Everyone wants a piece of the $19 billion U.S. subscription video market that Netflix created, then cornered.

The big picture: Netflix has already reached saturation in the U.S. with nearly 60 million domestic subscribers, and it can't afford to lose customers to new streaming rivals.

  • NBC plans to launch a streaming service next year.
  • AT&T (with WarnerMedia) and Disney (with 21st Century Fox) both plan to launch similar subscription video services this year.
  • Hulu now has more subscribers (25 million) than Comcast, the biggest cable company in the U.S.
  • And don't forget Amazon Prime, which has been the biggest Netflix competitor to date.

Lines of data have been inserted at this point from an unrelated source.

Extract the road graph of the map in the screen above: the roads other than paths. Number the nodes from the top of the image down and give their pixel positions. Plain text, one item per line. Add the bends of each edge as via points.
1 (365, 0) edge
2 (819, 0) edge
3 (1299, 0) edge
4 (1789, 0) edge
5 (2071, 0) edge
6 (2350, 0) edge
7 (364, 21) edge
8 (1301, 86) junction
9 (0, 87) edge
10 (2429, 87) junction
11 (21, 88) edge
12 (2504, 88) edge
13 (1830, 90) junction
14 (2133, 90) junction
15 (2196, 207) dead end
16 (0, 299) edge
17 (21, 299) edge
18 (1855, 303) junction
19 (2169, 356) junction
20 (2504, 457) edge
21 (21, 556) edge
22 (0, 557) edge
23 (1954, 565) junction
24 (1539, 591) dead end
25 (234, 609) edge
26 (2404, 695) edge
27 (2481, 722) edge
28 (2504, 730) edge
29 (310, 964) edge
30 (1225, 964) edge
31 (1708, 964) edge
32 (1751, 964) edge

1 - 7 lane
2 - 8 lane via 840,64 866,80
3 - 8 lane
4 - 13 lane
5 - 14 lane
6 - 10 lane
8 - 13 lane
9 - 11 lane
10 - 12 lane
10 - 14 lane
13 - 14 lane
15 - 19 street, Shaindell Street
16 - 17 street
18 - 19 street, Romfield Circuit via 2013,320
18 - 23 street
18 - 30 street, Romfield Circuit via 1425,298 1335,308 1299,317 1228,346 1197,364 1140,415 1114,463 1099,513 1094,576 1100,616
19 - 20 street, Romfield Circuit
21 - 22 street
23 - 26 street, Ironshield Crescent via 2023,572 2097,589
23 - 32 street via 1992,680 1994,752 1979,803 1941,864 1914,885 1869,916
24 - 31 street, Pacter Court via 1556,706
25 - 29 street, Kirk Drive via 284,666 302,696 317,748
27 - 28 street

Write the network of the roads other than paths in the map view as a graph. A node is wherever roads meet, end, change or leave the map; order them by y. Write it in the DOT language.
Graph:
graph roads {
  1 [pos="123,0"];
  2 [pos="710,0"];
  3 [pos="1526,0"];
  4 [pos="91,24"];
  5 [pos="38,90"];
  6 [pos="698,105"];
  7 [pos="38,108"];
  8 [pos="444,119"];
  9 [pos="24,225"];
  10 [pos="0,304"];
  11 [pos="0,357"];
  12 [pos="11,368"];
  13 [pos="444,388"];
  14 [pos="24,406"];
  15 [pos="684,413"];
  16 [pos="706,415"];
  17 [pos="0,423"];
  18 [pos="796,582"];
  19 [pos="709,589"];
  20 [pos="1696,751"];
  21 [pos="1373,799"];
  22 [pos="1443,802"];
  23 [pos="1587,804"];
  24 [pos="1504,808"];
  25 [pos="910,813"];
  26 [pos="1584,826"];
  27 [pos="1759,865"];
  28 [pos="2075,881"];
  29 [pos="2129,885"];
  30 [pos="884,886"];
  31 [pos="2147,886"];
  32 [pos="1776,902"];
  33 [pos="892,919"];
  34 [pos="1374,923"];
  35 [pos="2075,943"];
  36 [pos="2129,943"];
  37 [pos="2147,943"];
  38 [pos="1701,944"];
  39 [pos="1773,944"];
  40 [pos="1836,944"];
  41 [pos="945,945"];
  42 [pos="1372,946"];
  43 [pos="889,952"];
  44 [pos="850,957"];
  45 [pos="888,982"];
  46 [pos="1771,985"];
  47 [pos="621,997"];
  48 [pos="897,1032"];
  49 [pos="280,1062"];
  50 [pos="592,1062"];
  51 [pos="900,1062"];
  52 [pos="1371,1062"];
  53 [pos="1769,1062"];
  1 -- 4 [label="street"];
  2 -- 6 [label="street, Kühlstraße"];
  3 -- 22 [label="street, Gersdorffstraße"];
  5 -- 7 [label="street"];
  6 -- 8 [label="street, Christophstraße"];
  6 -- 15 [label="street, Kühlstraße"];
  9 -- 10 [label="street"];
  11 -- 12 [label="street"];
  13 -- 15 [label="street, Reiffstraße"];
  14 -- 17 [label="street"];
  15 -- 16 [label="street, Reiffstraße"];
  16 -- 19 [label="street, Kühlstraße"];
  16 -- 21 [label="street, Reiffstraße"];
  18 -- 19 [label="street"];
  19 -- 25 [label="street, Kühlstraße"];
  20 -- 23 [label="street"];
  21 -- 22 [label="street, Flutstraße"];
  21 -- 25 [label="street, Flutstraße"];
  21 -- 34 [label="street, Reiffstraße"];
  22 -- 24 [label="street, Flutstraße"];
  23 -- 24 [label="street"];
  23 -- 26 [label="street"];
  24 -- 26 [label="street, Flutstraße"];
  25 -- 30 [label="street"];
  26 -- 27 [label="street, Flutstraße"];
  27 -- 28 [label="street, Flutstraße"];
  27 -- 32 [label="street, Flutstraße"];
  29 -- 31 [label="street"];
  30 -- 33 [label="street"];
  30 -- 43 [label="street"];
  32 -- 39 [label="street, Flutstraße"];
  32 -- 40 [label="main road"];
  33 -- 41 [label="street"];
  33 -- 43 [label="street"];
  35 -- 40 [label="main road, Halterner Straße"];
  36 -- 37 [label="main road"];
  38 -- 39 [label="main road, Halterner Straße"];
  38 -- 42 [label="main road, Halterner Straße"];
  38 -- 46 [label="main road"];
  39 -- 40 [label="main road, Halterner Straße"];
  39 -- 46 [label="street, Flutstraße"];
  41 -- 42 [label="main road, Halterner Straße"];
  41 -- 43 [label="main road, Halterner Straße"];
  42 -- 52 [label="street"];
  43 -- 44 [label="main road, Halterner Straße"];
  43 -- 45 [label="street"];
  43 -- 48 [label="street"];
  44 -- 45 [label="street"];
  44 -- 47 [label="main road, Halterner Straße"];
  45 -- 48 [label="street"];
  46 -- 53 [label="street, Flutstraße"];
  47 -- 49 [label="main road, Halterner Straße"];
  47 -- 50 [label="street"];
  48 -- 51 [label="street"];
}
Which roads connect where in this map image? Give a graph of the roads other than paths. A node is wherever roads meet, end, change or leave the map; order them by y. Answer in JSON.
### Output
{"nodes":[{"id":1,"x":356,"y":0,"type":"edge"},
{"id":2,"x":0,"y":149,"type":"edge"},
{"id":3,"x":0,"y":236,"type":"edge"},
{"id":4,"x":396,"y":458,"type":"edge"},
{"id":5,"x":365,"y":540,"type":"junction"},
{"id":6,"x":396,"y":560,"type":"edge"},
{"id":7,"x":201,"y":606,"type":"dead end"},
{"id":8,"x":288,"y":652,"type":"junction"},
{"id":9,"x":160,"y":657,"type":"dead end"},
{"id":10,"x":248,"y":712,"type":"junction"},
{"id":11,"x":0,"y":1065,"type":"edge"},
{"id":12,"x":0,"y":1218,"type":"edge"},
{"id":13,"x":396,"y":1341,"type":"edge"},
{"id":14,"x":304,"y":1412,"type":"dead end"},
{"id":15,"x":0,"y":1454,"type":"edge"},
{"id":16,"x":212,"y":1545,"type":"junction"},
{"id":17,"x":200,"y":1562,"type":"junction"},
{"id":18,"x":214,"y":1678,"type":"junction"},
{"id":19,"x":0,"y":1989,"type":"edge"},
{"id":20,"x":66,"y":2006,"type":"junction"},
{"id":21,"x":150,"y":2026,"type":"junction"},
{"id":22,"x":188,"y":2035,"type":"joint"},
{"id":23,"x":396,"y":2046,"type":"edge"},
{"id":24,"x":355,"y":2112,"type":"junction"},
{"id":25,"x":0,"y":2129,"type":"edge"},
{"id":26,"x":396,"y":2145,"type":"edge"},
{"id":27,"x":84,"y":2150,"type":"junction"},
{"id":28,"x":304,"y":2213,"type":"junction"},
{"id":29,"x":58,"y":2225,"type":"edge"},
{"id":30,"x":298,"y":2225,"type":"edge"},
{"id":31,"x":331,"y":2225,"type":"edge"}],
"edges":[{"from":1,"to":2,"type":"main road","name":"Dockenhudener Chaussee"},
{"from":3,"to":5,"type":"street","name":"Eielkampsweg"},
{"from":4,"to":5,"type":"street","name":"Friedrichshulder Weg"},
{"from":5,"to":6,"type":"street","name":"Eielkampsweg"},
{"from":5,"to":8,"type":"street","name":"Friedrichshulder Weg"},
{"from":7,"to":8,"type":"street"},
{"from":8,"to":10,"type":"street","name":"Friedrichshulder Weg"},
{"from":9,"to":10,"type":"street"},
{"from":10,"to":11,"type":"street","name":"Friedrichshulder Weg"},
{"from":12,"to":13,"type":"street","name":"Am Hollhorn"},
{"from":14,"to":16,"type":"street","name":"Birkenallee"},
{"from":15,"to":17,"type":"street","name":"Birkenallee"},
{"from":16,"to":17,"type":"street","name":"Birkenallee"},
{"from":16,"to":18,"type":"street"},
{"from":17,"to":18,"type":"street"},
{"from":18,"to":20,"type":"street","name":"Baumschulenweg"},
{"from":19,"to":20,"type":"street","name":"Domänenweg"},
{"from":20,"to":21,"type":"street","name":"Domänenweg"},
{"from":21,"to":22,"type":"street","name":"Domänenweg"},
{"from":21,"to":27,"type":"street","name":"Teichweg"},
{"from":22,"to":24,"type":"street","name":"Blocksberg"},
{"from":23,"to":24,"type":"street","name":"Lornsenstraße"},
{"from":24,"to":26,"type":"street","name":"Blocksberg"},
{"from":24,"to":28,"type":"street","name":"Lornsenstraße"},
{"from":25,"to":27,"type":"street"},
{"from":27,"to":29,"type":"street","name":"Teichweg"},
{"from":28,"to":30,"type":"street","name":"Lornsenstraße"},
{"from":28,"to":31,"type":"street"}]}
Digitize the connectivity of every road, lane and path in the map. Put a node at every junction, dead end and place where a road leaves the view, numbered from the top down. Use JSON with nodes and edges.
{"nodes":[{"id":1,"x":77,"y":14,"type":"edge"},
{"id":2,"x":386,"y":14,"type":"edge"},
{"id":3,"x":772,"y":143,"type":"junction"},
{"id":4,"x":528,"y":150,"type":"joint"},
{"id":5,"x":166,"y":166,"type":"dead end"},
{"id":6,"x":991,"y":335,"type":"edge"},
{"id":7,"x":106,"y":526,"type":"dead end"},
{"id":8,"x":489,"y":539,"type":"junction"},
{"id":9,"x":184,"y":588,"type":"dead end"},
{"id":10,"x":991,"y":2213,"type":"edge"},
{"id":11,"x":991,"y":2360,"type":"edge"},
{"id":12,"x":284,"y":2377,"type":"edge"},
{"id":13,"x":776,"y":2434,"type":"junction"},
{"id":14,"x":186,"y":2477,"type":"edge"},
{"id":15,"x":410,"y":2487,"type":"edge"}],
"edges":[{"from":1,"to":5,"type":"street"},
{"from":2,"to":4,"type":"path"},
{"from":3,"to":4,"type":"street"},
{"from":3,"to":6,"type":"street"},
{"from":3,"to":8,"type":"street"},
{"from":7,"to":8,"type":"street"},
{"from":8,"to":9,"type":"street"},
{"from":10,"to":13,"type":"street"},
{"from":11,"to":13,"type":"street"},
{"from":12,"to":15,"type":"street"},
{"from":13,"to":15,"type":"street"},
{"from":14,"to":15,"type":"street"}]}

Between the lines: Many of the networks involved in rival services have begun pulling back on licensing their content to Netflix, promoting exclusivity to their own content instead.

  • This is why AT&T said last year that it will only license "Friends" to Netflix for a year before it can decide whether it wants to launch it exclusively on its own services.

It's also why Netflix is pouring billions into creating more of its own original content series for TV:

  • The new hit "Tidying Up with Marie Kondo"
  • Hyper-localized content series like "Sacred Games" in India
  • Movies like the viral sensation "Bird Box"

Yes, but: Netflix may have an even bigger headache to deal with: free competition.

  • Digital streaming TV companies that don't charge people for access are rising as consumers face saturated budgets for subscription content.
  • Services with ad-supported channels or tiers, like Roku and Hulu, are booming.
  • And pay-TV companies like AT&T, Dish and now Comcast (which owns NBCUniversal) are giving subscribers access to new streaming video services for free.

What's next: The company reports earnings for Q4 tomorrow. Analysts seem bullish that Netflix will announce record subscriber growth.